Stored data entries

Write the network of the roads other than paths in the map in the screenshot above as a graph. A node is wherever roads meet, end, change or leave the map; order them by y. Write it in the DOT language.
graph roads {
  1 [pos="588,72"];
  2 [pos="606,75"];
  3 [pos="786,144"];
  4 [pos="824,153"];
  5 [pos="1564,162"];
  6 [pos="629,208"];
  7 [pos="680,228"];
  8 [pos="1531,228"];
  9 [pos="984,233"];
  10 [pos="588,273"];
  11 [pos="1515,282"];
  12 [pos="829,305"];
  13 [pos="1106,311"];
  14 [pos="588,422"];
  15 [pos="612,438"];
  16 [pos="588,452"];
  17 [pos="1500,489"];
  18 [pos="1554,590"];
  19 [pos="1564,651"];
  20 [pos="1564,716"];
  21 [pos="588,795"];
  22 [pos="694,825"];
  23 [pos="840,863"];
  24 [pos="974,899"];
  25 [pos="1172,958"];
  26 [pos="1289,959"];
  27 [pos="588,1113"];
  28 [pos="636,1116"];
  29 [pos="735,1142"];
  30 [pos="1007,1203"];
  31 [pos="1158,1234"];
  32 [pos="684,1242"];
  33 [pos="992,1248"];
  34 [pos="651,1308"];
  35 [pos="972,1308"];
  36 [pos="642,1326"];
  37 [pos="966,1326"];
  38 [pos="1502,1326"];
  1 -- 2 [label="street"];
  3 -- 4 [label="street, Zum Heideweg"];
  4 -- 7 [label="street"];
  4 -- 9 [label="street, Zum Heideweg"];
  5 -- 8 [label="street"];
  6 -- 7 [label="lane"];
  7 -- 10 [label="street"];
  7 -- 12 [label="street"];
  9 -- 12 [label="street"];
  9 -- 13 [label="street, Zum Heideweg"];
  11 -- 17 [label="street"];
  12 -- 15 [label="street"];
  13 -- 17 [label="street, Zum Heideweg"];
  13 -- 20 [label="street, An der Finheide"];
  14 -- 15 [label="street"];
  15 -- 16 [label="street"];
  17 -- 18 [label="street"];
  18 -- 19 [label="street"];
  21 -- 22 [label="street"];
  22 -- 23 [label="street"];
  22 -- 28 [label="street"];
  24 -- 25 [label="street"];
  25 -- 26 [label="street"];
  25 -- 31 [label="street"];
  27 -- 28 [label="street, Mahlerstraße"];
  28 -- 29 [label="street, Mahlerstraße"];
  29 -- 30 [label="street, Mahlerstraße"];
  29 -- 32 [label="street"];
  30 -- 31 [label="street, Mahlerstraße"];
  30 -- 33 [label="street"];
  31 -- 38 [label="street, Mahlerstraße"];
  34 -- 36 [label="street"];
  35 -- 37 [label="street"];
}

→ Task instructions:
Which lines of the records above contain the word "graph"? Report each one.

→ Result below:
Write the network of the roads other than paths in the map in the screenshot above as a graph. A node is wherever roads meet, end, change or leave the map; order them by y. Write it in the DOT language.
graph roads {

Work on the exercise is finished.